When Julian Assange met with reporters on January 11th, he promised his self-described whistleblowing website WikiLeaks would increase its publication rate of diplomatic documents. Since this announcement, not only has the publication rate at WikiLeaks increased, but the consistency of publication at WikiLeaks has also increased. In fact, there were more diplomatic documents published on January 13th than any previous day of publication, with a total of 353 documents.
Also, WikiLeaks has published documents every day since January 9th, which follows a nine day period from December 31st to January 8th when there were only five days of publication. This shows a more consistent pattern of publication at WikiLeaks. The chart below displays each day WikiLeaks has published diplomatic documents and the number of documents released each day.
As of January 21st, WikiLeaks has published 2,628 diplomatic documents. This is only a fraction (1.04%) of the 251,287 diplomatic documents that WikiLeaks possesses. Since WikiLeaks began publishing these documents on November 28th (55 days ago), the current rate of publication would require over fourteen years to publish all the files. In other words, WikiLeaks would be releasing this set of documents until 2025.
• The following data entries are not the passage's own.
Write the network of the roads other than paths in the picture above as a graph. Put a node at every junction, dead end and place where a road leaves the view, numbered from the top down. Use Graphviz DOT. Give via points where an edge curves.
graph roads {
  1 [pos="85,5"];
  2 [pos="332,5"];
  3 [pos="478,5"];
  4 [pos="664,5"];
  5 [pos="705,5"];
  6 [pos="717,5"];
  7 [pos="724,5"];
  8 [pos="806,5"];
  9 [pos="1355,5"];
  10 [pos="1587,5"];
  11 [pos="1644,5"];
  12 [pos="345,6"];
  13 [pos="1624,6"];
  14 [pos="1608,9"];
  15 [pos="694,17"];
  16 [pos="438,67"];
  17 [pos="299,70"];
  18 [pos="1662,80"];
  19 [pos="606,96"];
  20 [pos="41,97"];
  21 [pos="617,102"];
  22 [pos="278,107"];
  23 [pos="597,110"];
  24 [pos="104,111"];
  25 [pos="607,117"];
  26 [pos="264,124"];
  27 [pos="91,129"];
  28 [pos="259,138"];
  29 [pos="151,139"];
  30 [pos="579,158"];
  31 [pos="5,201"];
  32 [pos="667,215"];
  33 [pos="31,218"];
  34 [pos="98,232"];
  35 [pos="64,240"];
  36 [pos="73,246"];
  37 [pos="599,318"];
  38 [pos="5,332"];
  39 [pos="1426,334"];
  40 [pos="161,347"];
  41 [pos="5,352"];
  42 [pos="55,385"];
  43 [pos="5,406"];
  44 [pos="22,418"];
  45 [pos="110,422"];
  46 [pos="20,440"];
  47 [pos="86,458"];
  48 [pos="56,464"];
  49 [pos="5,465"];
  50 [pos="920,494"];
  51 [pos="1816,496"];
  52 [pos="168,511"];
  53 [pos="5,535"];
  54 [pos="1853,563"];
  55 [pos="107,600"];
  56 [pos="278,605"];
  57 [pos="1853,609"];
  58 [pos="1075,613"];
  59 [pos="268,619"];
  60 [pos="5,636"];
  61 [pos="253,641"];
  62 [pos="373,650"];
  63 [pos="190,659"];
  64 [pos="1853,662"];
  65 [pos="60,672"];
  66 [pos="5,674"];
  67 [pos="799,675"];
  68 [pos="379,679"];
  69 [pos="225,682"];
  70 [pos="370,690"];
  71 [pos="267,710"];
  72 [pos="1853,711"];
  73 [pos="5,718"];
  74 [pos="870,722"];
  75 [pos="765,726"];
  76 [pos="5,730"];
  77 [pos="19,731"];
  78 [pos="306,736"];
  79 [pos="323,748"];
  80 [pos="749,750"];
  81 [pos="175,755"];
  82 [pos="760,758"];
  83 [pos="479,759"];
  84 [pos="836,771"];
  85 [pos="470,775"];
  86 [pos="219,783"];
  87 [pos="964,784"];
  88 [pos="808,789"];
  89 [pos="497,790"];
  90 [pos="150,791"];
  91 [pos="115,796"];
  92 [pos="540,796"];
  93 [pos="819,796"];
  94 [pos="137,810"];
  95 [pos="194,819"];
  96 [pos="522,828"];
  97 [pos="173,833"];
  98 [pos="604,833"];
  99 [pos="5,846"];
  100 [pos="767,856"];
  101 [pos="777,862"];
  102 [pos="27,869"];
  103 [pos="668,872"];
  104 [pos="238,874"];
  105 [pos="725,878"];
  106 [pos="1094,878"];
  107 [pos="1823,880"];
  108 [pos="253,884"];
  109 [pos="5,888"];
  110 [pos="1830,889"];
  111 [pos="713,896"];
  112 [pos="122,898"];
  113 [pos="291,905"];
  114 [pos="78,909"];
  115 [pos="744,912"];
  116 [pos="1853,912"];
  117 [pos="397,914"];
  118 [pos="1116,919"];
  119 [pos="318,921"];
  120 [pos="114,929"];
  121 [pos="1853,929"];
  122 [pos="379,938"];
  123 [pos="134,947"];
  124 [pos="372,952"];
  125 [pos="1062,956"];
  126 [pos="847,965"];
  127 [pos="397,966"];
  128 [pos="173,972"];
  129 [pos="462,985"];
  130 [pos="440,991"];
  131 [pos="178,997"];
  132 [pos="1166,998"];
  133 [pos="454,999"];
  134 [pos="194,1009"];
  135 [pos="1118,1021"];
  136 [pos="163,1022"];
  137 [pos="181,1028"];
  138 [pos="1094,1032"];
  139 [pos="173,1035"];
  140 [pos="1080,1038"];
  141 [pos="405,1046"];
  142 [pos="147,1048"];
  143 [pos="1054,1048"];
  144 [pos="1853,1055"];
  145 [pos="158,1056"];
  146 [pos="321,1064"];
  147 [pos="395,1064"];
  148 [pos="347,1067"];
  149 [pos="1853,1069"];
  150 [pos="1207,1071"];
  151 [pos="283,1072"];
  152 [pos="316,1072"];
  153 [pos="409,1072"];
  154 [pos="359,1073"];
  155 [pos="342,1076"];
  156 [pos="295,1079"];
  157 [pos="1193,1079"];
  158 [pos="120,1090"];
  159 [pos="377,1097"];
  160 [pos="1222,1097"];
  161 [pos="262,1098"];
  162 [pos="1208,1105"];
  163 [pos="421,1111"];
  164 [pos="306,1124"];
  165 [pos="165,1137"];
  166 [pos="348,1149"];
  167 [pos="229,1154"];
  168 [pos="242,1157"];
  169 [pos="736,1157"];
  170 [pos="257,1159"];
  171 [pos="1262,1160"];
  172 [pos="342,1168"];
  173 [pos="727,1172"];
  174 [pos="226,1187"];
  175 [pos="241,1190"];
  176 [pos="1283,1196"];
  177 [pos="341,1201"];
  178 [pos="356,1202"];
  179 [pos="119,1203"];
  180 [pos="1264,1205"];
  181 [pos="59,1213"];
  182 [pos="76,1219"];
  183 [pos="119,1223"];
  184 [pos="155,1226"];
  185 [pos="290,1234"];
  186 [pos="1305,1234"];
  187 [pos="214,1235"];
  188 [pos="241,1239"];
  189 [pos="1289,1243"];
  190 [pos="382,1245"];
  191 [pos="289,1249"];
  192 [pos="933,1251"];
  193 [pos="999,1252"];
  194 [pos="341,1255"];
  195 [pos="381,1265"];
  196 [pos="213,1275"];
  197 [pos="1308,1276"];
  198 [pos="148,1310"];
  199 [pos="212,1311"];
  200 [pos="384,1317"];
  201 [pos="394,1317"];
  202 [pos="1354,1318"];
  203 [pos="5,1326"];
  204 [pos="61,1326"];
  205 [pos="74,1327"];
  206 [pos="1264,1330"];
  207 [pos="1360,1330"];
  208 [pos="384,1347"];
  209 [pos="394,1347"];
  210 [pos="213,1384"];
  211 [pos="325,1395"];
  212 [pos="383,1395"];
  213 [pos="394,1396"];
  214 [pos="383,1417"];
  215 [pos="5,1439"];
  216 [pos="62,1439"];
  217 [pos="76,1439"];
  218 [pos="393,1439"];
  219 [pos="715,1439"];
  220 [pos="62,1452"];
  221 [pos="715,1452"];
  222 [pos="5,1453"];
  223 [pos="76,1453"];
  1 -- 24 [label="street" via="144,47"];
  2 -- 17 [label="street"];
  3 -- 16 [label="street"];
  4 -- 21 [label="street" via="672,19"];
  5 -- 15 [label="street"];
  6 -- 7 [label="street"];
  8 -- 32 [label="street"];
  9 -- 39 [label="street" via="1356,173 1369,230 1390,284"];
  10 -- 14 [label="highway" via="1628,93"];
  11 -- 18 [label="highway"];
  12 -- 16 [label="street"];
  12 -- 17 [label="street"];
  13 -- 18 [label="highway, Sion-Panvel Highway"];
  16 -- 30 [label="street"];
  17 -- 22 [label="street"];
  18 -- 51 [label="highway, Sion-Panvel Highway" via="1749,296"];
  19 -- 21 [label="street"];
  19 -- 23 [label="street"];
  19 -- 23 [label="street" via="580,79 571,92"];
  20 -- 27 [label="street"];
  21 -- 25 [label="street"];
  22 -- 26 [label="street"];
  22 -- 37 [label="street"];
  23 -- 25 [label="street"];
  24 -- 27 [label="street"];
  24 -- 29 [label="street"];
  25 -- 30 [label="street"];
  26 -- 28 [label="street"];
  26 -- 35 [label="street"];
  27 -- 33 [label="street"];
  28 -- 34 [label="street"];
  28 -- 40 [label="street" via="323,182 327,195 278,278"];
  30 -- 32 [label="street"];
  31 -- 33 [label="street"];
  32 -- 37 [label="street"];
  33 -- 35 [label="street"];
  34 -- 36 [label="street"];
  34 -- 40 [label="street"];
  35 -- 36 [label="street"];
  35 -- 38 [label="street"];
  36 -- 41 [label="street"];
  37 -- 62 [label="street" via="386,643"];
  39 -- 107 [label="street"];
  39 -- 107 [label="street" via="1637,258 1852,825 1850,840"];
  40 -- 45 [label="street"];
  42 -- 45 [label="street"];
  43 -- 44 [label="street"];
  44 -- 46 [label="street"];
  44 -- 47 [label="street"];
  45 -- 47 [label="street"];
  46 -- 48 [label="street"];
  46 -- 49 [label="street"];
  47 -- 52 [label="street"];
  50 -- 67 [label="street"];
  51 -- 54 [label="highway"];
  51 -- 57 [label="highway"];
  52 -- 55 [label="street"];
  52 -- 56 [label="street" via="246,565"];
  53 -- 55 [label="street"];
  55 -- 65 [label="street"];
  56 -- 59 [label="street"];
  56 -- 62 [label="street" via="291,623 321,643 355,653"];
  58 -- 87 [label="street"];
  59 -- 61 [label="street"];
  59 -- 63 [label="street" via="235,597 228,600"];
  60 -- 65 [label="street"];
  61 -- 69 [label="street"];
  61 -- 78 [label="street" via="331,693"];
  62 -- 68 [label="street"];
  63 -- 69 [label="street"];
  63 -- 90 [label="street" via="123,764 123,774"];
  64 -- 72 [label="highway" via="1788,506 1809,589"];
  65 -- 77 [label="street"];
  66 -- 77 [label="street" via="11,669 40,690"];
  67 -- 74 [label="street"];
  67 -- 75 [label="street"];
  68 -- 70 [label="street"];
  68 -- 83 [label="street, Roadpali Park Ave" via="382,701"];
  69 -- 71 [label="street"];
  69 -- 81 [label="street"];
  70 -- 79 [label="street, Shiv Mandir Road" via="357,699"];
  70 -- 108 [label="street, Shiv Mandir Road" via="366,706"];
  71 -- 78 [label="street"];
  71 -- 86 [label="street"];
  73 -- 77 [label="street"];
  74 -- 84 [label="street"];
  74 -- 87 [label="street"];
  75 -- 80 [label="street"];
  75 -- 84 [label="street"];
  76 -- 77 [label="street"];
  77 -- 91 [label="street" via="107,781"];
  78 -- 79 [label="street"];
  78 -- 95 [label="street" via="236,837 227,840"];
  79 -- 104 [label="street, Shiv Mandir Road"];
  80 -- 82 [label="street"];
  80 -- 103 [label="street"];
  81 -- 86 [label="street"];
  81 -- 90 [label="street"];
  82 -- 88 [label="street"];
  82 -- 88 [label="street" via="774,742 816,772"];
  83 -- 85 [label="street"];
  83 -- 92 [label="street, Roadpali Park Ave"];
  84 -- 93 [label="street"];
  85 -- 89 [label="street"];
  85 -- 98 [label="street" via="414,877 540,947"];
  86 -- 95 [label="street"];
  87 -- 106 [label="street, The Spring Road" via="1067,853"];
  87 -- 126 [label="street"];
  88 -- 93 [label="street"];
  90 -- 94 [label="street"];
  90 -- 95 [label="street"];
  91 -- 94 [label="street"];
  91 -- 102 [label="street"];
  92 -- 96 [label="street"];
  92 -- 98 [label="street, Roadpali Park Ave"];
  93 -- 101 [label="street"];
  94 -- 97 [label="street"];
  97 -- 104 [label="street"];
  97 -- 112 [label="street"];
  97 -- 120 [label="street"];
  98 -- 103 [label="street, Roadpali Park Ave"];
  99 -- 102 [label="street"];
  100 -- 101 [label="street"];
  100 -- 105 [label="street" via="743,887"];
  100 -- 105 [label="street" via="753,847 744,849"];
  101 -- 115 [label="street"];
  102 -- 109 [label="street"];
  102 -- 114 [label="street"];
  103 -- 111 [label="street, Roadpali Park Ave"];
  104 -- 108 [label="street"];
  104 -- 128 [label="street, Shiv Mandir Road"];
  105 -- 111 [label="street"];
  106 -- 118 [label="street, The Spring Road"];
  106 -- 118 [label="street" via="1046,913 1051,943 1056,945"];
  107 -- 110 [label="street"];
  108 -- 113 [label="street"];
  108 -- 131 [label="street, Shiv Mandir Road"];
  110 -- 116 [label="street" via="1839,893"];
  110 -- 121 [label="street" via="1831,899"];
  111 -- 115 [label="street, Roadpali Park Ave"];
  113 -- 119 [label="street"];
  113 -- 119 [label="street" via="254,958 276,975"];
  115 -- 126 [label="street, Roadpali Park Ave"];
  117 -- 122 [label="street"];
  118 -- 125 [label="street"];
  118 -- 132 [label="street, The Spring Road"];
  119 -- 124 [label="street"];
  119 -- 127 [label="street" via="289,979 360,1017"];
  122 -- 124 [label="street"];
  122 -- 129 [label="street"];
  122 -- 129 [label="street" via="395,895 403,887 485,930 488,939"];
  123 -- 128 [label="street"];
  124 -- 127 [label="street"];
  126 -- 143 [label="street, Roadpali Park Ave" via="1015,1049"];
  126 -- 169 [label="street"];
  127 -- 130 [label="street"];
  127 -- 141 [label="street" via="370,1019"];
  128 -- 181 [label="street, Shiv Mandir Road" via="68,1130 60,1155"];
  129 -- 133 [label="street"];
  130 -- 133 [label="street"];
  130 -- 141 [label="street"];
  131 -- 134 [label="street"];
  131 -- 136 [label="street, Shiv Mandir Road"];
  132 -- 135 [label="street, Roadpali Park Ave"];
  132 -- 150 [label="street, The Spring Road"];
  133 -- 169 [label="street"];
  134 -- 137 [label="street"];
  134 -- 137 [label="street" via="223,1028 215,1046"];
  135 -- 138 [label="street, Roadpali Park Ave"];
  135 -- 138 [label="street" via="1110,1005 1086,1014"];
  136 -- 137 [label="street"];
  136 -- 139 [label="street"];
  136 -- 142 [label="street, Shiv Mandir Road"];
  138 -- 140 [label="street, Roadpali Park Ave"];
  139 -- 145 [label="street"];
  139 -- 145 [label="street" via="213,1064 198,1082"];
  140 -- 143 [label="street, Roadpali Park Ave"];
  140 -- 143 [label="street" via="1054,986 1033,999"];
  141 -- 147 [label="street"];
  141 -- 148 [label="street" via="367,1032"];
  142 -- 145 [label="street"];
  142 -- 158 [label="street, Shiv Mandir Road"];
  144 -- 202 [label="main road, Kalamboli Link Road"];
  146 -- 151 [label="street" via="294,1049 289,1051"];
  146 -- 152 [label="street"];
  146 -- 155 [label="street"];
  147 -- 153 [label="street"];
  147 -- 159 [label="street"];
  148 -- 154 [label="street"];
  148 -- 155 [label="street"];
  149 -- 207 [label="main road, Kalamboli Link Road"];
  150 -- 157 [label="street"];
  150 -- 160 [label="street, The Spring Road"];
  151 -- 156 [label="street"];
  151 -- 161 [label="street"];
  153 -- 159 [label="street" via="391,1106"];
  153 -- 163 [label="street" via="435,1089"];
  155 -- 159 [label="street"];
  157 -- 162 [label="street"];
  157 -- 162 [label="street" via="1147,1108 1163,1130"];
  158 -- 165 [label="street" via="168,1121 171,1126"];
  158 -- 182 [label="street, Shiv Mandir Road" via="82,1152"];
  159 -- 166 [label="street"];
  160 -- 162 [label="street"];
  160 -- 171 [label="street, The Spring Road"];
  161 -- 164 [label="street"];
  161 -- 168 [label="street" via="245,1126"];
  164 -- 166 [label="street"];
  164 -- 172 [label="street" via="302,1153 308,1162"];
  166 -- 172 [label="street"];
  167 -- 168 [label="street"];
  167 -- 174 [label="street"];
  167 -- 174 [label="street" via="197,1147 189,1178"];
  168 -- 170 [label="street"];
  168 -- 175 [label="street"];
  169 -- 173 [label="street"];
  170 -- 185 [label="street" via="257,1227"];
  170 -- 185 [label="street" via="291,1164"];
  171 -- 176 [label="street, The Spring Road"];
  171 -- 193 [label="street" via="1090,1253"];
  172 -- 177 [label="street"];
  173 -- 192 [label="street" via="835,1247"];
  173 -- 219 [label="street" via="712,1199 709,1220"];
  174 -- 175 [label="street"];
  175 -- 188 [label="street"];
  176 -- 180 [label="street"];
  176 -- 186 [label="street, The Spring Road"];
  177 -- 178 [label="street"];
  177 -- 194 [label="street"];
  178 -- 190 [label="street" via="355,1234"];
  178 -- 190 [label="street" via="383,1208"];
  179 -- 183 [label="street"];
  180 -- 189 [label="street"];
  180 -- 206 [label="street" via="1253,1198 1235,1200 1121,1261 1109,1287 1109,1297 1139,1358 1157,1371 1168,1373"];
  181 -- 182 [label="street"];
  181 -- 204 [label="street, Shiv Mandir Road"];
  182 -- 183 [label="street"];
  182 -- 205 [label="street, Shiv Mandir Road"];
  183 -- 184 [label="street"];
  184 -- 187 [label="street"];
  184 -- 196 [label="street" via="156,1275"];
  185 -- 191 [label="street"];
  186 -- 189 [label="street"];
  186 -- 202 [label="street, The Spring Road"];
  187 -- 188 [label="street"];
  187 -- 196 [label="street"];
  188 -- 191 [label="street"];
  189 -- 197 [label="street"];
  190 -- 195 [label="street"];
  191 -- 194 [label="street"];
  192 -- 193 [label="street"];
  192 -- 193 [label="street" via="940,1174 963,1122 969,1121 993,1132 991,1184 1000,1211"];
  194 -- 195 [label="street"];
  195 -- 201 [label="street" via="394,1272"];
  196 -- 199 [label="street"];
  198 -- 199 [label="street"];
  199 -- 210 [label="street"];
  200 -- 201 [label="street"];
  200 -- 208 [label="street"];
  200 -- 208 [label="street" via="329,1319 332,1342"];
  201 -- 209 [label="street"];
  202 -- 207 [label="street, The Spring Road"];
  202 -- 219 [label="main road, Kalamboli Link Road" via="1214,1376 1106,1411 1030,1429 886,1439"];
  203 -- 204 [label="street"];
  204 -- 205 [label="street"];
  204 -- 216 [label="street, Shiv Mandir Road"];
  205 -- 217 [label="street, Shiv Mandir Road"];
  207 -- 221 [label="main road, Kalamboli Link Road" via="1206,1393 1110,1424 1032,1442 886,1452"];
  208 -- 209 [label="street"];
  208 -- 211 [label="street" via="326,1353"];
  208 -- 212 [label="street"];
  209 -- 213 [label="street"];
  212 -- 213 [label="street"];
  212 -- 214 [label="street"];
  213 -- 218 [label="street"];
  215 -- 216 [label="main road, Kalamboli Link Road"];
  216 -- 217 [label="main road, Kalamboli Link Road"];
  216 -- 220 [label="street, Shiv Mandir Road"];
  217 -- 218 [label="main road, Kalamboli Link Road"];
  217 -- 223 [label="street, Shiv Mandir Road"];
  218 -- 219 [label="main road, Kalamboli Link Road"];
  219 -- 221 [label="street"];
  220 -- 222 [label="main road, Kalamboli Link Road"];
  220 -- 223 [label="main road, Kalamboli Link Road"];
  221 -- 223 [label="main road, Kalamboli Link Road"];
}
The average number of documents released each day are also expanding. From November 28th to January 11th, including the four days without publications, WikiLeaks released an average of 45 diplomatic documents each day. Though, since January 12th, WikiLeaks released an average of 60 documents each day. Overall, WikiLeaks now averages a release of 48 documents each day. Clearly, the publication rate of diplomatic documents has increased, as Assange promised.
However, the prime reason for the increase in the daily average of released documents is due to the colossal release of January 13th, when 353 documents were released. To account for outliers, the median is a more accurate indicator than the average. From November 28th to January 11th, WikiLeaks released a median amount of 23 documents each day. Since January 12th, WikiLeaks released a median amount of 25 documents each day – reflecting a swifter publication rate after Assange vowed to step up his organizations efforts on January 11th.
Meanwhile, Assange is due in UK court on February 7th and 8th for an extradition hearing that will determine whether he will be sent to Sweden for questioning about sexual allegations. Due to the lack of a criminal charge, extradition specialists say it would be very atypical to extradite Assange. Despite this likelihood, the extradition of Assange is still possible, especially with such a controversial figure like himself. In the end, this case will be a landmark decision for the UK legal system, as well as the international legal system.